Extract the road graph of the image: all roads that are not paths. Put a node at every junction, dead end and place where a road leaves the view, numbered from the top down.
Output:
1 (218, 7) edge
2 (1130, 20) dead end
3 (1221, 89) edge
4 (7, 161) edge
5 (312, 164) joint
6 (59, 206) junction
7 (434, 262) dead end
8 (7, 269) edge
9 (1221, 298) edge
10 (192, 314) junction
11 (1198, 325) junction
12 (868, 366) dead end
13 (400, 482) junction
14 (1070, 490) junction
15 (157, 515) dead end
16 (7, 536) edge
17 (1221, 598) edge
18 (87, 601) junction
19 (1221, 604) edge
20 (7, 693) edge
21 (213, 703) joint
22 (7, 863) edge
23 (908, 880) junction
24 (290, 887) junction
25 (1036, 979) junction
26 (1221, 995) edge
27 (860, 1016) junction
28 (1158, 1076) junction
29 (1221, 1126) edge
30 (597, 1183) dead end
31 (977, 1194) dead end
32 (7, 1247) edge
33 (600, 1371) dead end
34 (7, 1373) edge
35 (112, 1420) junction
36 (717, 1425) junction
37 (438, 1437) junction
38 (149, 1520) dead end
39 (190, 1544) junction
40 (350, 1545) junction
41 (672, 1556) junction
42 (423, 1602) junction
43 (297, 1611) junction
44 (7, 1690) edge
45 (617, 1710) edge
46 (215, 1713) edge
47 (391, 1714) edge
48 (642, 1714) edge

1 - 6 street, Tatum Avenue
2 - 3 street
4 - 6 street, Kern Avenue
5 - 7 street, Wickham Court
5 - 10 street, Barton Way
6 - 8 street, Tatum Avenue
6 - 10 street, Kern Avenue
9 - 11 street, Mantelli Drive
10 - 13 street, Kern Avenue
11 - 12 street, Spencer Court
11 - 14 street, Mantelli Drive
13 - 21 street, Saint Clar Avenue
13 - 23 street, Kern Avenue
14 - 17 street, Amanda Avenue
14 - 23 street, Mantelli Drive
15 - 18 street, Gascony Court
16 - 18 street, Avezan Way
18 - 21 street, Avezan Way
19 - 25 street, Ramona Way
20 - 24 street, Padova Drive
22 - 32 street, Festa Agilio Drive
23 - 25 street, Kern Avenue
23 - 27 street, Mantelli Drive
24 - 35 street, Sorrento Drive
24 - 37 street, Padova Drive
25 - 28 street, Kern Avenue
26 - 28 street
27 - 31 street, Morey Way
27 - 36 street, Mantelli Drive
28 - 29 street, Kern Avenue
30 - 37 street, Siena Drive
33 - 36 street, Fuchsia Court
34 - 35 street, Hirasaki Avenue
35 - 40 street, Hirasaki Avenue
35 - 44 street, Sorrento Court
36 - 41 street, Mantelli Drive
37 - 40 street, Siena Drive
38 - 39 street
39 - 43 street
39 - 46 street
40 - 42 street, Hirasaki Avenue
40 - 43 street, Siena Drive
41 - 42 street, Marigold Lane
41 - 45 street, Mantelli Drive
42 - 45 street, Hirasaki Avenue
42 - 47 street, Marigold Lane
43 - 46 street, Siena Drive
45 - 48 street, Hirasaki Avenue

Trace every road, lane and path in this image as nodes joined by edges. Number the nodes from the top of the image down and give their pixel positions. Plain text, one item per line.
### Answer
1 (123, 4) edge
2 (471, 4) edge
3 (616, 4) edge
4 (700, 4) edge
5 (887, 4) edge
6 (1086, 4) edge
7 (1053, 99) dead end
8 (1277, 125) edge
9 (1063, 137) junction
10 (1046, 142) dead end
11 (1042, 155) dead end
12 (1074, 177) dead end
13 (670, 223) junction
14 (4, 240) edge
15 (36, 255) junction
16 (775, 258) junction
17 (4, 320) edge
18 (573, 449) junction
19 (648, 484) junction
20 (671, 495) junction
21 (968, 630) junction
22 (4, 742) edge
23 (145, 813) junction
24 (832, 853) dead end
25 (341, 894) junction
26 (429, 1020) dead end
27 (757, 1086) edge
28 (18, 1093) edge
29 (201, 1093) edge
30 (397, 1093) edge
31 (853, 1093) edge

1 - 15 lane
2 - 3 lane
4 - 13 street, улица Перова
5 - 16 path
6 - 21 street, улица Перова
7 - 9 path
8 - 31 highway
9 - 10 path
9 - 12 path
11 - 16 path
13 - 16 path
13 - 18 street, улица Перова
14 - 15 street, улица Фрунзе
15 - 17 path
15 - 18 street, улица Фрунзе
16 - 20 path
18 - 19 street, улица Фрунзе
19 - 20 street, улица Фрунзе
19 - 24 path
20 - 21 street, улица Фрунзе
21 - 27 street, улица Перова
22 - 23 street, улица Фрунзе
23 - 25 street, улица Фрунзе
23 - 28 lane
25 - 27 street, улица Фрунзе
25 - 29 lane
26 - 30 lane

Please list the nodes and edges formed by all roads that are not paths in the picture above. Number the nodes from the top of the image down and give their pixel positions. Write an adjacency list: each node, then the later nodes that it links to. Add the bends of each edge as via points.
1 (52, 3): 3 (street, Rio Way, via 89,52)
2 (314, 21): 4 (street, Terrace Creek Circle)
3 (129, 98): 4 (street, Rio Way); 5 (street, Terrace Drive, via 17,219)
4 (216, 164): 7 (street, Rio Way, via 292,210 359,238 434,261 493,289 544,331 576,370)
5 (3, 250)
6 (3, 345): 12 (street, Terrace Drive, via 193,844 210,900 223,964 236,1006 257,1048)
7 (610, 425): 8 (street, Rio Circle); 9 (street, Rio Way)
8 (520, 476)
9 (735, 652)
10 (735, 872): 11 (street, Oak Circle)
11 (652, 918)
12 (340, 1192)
────────────────────
Look through the entries above; copy each line where the string "Terrace" appears.

*Answer space*:
2 (314, 21): 4 (street, Terrace Creek Circle)
3 (129, 98): 4 (street, Rio Way); 5 (street, Terrace Drive, via 17,219)
6 (3, 345): 12 (street, Terrace Drive, via 193,844 210,900 223,964 236,1006 257,1048)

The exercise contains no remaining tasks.